FIVE STOCKS FOR 2023
Mark Lister, January 2023
For many years the New Zealand Herald has asked the local sharebroking and wealth management firms to nominate five NZX companies they think will do well in the year ahead.
Astute investors will appreciate that any sensibly constructed portfolio will contain more than five stocks, and certainly won’t be limited to one asset class or region.
Nonetheless, the tradition is an interesting way to gain some insights into what various organisations are expecting in the year ahead.
In this post I’ll outline the five stocks our analysts and investment team landed on for 2023, and how they fit with our broader view of the economic and market outlook.
But first, let’s recap how we performed last year.
After finishing in first and third place in 2020 and 2021 respectively, we were right in the middle of the pack for 2022. Of the seven participants we came in fourth with a return of -4.8 per cent.
This compares well with the 9.1 per cent decline from the NZX 50 during the same period. Solid, if unspectacular. It was indeed a challenging year for the local market, with the index posting its biggest decline since 2008, even though it held up better than many other markets, such as the US. Our five companies in 2022 were:
- Contact Energy (+7.5%)
- EBOS Group (+16.7%)
- Fletcher Building (-23.6%)
- Pushpay (+4.9%)
- Summerset (-29.3%)
The exercise ran for 12 months, although not the calendar year. That means those returns won’t quite match the figures in the table above, which are as at 31 December 2022.

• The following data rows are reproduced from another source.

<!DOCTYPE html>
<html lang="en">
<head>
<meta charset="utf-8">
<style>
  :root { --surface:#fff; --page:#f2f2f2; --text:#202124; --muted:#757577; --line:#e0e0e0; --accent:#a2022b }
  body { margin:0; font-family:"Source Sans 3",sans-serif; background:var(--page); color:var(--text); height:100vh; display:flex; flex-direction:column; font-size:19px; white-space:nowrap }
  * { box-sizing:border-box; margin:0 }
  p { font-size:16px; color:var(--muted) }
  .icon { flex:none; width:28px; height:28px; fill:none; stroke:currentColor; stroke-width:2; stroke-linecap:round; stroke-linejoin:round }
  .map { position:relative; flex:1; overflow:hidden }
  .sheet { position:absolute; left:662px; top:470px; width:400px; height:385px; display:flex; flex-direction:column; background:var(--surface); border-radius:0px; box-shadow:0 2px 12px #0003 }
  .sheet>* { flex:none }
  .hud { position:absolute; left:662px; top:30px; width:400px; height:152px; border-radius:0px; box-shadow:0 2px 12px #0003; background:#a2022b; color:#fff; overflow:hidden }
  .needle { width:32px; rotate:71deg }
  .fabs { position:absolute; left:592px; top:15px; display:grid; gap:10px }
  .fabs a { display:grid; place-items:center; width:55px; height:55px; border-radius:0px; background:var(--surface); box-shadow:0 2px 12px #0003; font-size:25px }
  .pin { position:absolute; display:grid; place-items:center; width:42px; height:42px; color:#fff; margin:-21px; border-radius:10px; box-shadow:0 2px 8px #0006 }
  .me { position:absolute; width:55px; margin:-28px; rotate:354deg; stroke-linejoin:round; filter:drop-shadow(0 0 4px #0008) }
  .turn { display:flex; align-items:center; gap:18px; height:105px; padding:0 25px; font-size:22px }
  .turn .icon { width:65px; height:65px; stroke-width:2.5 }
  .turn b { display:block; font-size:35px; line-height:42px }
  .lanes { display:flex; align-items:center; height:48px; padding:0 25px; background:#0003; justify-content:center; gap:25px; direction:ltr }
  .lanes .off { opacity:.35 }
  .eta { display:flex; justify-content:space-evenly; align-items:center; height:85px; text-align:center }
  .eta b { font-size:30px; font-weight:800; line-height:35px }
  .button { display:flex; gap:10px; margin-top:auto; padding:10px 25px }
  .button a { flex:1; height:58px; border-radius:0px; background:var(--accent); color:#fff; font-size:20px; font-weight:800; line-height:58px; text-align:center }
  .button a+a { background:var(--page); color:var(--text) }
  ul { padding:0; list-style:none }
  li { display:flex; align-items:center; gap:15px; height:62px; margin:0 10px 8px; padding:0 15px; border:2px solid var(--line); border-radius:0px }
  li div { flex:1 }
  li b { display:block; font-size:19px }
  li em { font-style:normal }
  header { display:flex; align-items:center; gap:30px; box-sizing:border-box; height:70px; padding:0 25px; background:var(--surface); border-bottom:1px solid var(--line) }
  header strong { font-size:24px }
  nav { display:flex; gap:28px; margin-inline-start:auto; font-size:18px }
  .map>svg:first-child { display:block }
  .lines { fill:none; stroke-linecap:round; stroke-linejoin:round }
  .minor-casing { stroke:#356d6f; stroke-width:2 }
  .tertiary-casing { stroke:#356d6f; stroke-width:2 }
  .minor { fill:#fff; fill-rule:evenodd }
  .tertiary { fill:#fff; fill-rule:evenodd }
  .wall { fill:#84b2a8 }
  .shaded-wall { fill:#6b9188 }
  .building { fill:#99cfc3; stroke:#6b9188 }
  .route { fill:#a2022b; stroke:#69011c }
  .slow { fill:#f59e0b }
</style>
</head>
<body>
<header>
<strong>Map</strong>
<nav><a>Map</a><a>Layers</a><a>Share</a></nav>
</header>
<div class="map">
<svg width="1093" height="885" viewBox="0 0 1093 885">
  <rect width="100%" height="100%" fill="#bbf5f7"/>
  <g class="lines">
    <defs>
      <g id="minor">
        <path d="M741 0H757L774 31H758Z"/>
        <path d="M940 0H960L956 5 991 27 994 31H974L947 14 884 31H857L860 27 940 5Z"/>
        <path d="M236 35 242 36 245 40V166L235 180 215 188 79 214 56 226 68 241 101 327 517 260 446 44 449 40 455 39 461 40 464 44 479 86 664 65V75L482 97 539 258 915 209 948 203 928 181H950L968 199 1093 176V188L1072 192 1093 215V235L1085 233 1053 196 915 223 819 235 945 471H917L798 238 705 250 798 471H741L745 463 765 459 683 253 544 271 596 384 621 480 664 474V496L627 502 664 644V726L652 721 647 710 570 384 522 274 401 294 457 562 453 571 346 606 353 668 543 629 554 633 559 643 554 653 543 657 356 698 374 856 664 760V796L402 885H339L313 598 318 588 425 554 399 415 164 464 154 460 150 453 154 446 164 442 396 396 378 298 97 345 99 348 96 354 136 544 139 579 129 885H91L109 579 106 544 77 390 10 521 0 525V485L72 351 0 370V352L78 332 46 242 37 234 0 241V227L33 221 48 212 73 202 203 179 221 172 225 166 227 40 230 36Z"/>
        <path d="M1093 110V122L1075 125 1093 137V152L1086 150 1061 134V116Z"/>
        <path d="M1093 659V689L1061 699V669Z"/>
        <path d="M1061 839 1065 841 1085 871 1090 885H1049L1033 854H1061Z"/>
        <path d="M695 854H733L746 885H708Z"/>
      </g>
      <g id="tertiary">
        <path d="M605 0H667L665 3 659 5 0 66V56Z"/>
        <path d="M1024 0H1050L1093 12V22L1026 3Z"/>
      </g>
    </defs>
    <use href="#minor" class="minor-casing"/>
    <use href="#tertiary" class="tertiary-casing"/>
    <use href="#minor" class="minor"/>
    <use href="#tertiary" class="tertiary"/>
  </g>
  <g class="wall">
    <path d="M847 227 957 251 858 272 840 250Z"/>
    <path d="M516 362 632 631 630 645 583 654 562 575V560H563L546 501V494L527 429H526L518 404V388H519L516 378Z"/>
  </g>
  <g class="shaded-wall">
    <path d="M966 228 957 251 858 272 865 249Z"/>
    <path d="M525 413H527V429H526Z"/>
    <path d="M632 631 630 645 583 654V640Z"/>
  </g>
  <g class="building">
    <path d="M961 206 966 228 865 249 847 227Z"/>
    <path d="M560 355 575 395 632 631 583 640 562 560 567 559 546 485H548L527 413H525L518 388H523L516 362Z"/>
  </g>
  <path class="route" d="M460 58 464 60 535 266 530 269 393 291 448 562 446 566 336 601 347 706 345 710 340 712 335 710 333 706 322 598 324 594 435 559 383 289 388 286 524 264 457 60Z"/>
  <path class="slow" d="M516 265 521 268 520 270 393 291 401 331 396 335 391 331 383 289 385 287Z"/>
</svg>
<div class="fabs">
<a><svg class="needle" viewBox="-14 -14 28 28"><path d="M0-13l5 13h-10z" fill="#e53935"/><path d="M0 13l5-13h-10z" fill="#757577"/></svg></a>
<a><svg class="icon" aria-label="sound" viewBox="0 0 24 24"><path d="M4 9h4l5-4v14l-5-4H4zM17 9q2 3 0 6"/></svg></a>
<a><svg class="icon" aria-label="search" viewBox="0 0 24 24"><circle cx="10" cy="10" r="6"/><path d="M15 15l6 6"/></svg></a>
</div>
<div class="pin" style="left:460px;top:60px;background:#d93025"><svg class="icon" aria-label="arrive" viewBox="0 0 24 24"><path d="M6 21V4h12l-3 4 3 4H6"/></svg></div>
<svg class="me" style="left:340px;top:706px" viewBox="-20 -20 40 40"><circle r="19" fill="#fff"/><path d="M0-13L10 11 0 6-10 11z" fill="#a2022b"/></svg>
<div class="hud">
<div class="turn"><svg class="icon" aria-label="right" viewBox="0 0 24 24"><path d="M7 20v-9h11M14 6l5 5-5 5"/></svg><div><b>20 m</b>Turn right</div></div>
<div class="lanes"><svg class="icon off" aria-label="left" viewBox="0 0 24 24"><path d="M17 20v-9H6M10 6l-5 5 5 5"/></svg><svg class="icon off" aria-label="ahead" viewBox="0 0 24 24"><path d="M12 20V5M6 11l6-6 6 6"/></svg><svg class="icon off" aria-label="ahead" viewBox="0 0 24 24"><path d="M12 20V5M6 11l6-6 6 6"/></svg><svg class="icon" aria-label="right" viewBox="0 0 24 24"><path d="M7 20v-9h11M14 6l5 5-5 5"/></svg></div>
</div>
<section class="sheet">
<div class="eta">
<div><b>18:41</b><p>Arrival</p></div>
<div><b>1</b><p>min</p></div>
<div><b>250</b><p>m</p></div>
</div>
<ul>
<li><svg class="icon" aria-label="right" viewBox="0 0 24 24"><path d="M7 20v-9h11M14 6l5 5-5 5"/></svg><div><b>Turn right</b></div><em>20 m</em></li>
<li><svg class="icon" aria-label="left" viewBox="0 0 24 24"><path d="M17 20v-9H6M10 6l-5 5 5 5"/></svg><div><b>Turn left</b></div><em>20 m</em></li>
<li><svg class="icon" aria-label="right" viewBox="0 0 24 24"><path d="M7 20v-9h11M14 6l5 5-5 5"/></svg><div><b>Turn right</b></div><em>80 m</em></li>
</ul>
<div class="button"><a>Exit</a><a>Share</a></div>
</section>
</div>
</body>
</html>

Contact Energy and EBOS Group performed well, as we have come to expect from these high-quality defensive businesses.
Pushpay attracted some takeover interest from offshore, which saw it become a target during the year. This boosted the share price, in contrast to most high-growth technology companies which have suffered against a backdrop of rising interest rates.
The weak links in our group were Fletcher Building and Summerset, both of which proved more volatile than expected as economic uncertainty has risen, and with the housing market under severe pressure.
Our approach to equity investing doesn’t always lend itself to coming first in a contest like this.
To come out on top during a period as brief as 12 months, one often needs to be of a short-term trading mindset. As long-term investors, this isn’t something we specialise in.
Investing in quality companies is a key tenet of our investment philosophy, across all regions. For us, this means looking for businesses that are resilient and defensive, with sustainable (and growing) dividend streams.
Our strategy of minimising volatility, generating income and limiting downside during difficult has historically delivered consistent, steady returns over time, rather than short-term gains.
We have full confidence in our approach as a long-term generator of wealth, as evidenced by our track record over more than two decades.
Looking ahead to 2023
Our five picks for the coming 12 months are:
- EBOS Group
- Meridian Energy
- Tourism Holdings
We expect 2023 to be another challenging year.
The peak of inflation peak will soon be behind us, and the last Official Cash Rate hike is within sight.
We suspect this will please financial markets, although the focus will quickly shift to the impact all of the recent monetary policy tightening will have on economic activity, as well as corporate earnings.
We’re likely to see a slowdown in the economy, as well as some upward pressure on unemployment. This will make for a tougher business environment, while the housing market will continue drifting lower, adding to the cautious sentiment and crimping consumer spending.
This backdrop points us toward companies that will be more insulated than most during a tough economic period, and possibly a recession.
Meridian Energy, Chorus and Spark provide essential services, so customer demand will remain solid in the face of a weaker economy. Healthcare is also a sector that traditionally performs well during difficult periods, and EBOS is a very good exposure to this sector.
We have chosen companies that are well-capitalised with strong cash flows, which won't get into trouble because of high debt levels in the face of higher borrowing costs.
Although inflation will come down from here, it will remain high. This means it is also important to favour companies with strong pricing power, as they can raise prices to keep up with increasing costs.
Tourism Holdings is the outlier in this group, with the other four being defensive, resilient, income generating shares. While it operates in an industry tied to the fortunes of the economic cycle, we see positive signs ahead.
It offers an excellent exposure to the recovering travel sector, and should tourism keep improving as we expect, the company is well placed to capitalise on this. We also believe the Apollo merger is a positive for the business.
On a more encouraging note, we think its important investors remember that financial markets look forward.
For the economy, the worst is almost certainly ahead of us, with this year set to be a more difficult one than 2022.
However, it might be a case of ‘weaker economy, better markets’.
The NZX 50 peaked in January 2021, almost two years ago, and it has fallen about 15 per cent since then.
The economic challenges we are facing aren't lost on investors, which is why we've already seen a decent fall and a lengthy period of poor performance.
If the economy does fall into a slump in the middle of this year, the sharemarket will quickly turn its attention to the recovery beyond that.
While there is likely to be volatility ahead, there's every chance things are on the improve during the second half of the year.
It's important to be cautious given all the uncertainties around, but investors also need to be willing to stay invested and to take opportunities when they present themselves.